I went up to my room with my suitcase. There was no lack of mod cons, but that did nothing to change the monastic air of the place. My room overlooked the rear of the island. In the far distance you could see Rande Bridge on the mainland, not so dissimilar to Brooklyn Bridge, though in its case steel is outweighed by concrete. A trail commenced below my window and led down to a small stone bridge across the narrow strip I’d seen on Google Earth, connecting San Simón to the other, smaller island. I saw a building on the smaller island, modernist-looking and stuccoed light blue, a single storey high and surrounded by towering eucalyptus trees. In the farther distance a security guard was checking the perimeter, picking his way between some rocks; he had a gun at his belt as well as a truncheon, a detail that always draws my eye. He moved in the direction of the chapel and disappeared down a track. I stepped back from the window and opened my suitcase, not taking my clothes out though; I’ve never seen the point of unpacking when I’m on a trip. From one of the side pockets I took a small chunk of black basalt rock with red mottles on it, like flecks of paint or blood. I’d found it in a ditch next to a road in the north of France years before, and kept it with me ever since as a kind of amulet. I took Aillados from another of the pockets and put it on the table. Knowing my tendency to get bored at conferences, I immediately came up with a way of killing time: I would seek out the locations of the photographs in the book – all of which were from around 1937 – and take my own photos of them as they now were in the present day.

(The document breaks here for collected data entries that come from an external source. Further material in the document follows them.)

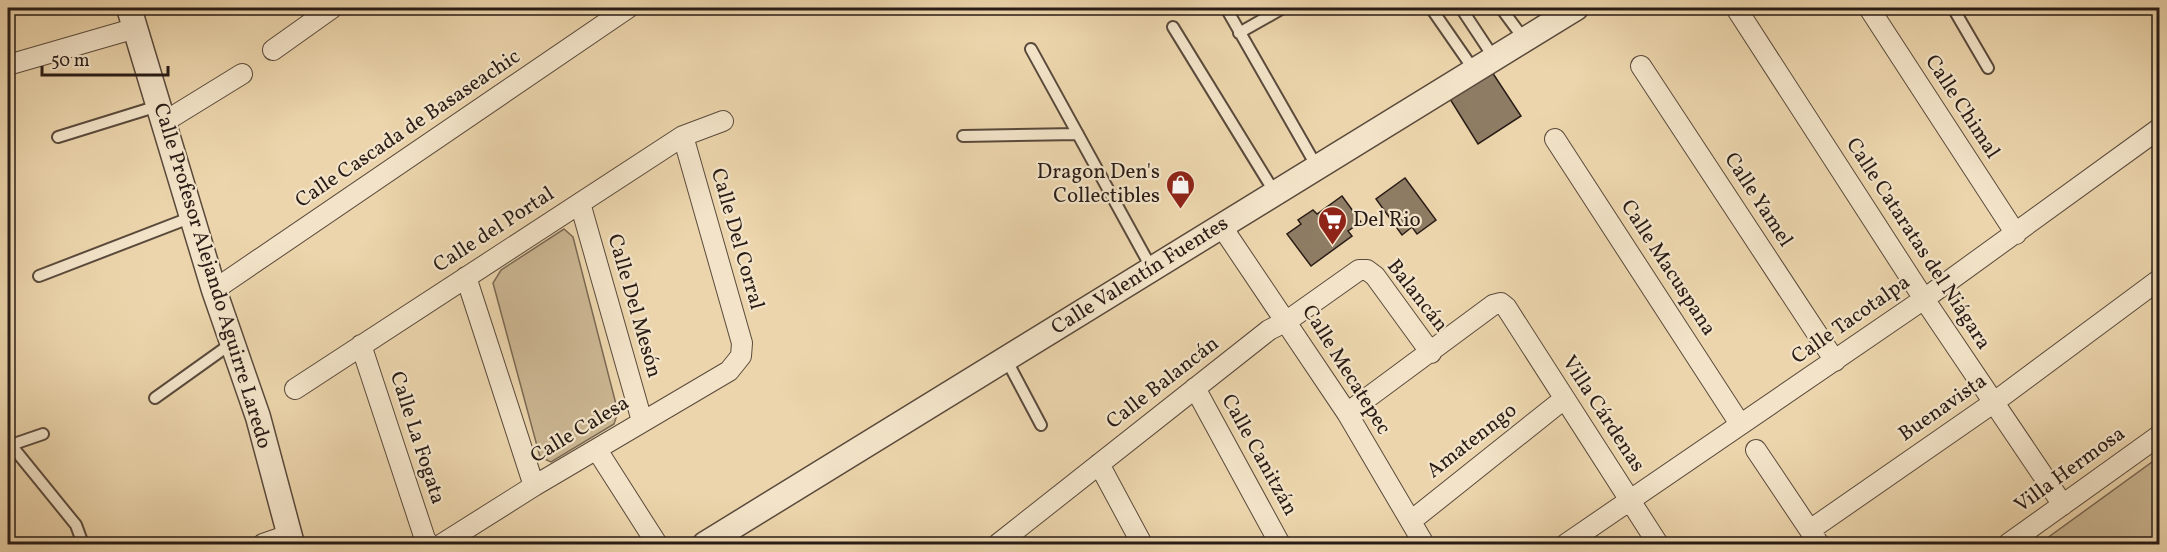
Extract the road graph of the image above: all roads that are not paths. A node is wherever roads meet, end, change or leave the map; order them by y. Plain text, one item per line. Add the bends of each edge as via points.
1 (332, 8) edge
2 (628, 8) edge
3 (1226, 8) edge
4 (1283, 8) edge
5 (1431, 8) edge
6 (1461, 8) edge
7 (1501, 8) edge
8 (1576, 8) edge
9 (1736, 8) edge
10 (1869, 8) edge
11 (1953, 8) edge
12 (133, 18) edge
13 (1173, 27) dead end
14 (1239, 33) junction
15 (1524, 39) junction
16 (1031, 49) dead end
17 (273, 50) dead end
18 (1484, 64) junction
19 (8, 65) edge
20 (1641, 66) dead end
21 (1988, 68) dead end
22 (242, 74) dead end
23 (161, 114) junction
24 (723, 121) dead end
25 (2160, 128) edge
26 (1078, 134) junction
27 (683, 136) junction
28 (963, 136) dead end
29 (58, 137) dead end
30 (1555, 139) dead end
31 (1317, 167) junction
32 (1275, 193) junction
33 (580, 203) junction
34 (192, 217) junction
35 (1224, 224) junction
36 (2016, 234) junction
37 (1152, 269) junction
38 (1365, 269) joint
39 (39, 276) dead end
40 (466, 277) junction
41 (2160, 279) edge
42 (214, 290) junction
43 (1924, 298) junction
44 (1287, 321) junction
45 (232, 343) junction
46 (361, 345) junction
47 (1431, 353) junction
48 (741, 356) joint
49 (1006, 359) junction
50 (1835, 361) junction
51 (1195, 388) junction
52 (295, 389) dead end
53 (155, 398) dead end
54 (1564, 399) junction
55 (1993, 403) junction
56 (1347, 413) junction
57 (642, 421) junction
58 (1740, 424) junction
59 (1041, 425) dead end
60 (43, 434) dead end
61 (2160, 435) edge
62 (9, 446) edge
63 (597, 450) junction
64 (1756, 450) dead end
65 (1099, 464) junction
66 (534, 486) junction
67 (1630, 501) junction
68 (2063, 505) junction
69 (1411, 521) junction
70 (1814, 537) edge
71 (291, 540) edge
72 (83, 544) edge
73 (263, 544) edge
74 (429, 544) edge
75 (442, 544) edge
76 (657, 544) edge
77 (705, 544) edge
78 (998, 544) edge
79 (1142, 544) edge
80 (1280, 544) edge
81 (1424, 544) edge
82 (1566, 544) edge
83 (1658, 544) edge
84 (2008, 544) edge

1 - 17 street
2 - 42 street, Calle Cascada de Basaseachic
3 - 14 lane
4 - 14 lane
5 - 18 lane
6 - 18 lane
7 - 15 lane
8 - 15 street, Calle Valentín Fuentes
9 - 43 street, Calle Cataratas del Niágara
10 - 36 street, Calle Chimal
11 - 21 lane
12 - 19 street
12 - 23 street, Calle Profesor Alejando Aguirre Laredo
13 - 32 lane
14 - 31 lane
15 - 18 street, Calle Valentín Fuentes
16 - 26 lane
18 - 31 street, Calle Valentín Fuentes
20 - 50 street, Calle Yamel
22 - 23 street
23 - 29 lane
23 - 34 street, Calle Profesor Alejando Aguirre Laredo
24 - 27 street, Calle del Portal
25 - 36 street, Calle Tacotalpa
26 - 28 lane
26 - 37 lane
27 - 33 street, Calle del Portal
27 - 48 street, Calle Del Corral via 742,343
30 - 58 street, Calle Macuspana
31 - 32 street, Calle Valentín Fuentes
32 - 35 street, Calle Valentín Fuentes
33 - 40 street, Calle del Portal
33 - 57 street, Calle Del Mesón
34 - 39 lane
34 - 42 street, Calle Profesor Alejando Aguirre Laredo
35 - 37 street, Calle Valentín Fuentes
35 - 44 street, Calle Mecatepec via 1228,236
36 - 43 street, Calle Tacotalpa
37 - 49 street, Calle Valentín Fuentes
38 - 44 street, Calle Balancán
38 - 47 street, Balancán via 1384,286
40 - 46 street, Calle del Portal
40 - 66 street
41 - 55 street, Buenavista
42 - 45 street, Calle Profesor Alejando Aguirre Laredo
43 - 50 street, Calle Tacotalpa
43 - 55 street, Calle Cataratas del Niágara
44 - 51 street, Calle Balancán via 1269,330
44 - 56 street, Calle Mecatepec
45 - 53 lane
45 - 71 street, Calle Profesor Alejando Aguirre Laredo via 258,417
46 - 52 street, Calle del Portal
46 - 74 street, Calle La Fogata
47 - 54 street, Villa Cárdenas via 1493,305 1501,303
47 - 56 street
48 - 57 street, Calle Calesa via 729,371
49 - 59 lane
49 - 77 street, Calle Valentín Fuentes
50 - 58 street, Calle Tacotalpa
51 - 65 street, Calle Balancán
51 - 80 street, Calle Canitzán
54 - 67 street, Villa Cárdenas
54 - 69 street, Amatenngo
55 - 68 street, Calle Cataratas del Niágara
55 - 70 street, Buenavista
56 - 69 street, Calle Mecatepec
57 - 63 street, Calle Calesa
58 - 67 street, Calle Tacotalpa
60 - 62 lane
61 - 68 street, Villa Hermosa
62 - 72 lane via 76,525
63 - 66 street, Calle Calesa
63 - 76 street
64 - 70 street
65 - 78 street, Calle Balancán
65 - 79 street
66 - 75 street, Calle Calesa
67 - 82 street, Calle Tacotalpa
67 - 83 street, Villa Cárdenas
68 - 84 street, Villa Hermosa
69 - 81 street, Calle Mecatepec
71 - 73 street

Everybody was there when I went down, sharing anecdotes from previous iterations of the conference; I was the only one, it turned out, who hadn’t taken part before. We set off for the dining room a little before 1 p.m. I asked Javier if the island was inhabited all the year round. When he said that it wasn’t, I said, ‘What, not even the security guard?’ ‘In winter he comes during daylight hours,’ he said. ‘The boat comes to take him back to the mainland at night.’ ‘Who looks after the place at night then?’ Javier, giving a lop-sided smile, said, ‘It doesn’t need looking after at night. It isn’t the kind of place where anyone would want to spend a winter’s night, I can assure you.’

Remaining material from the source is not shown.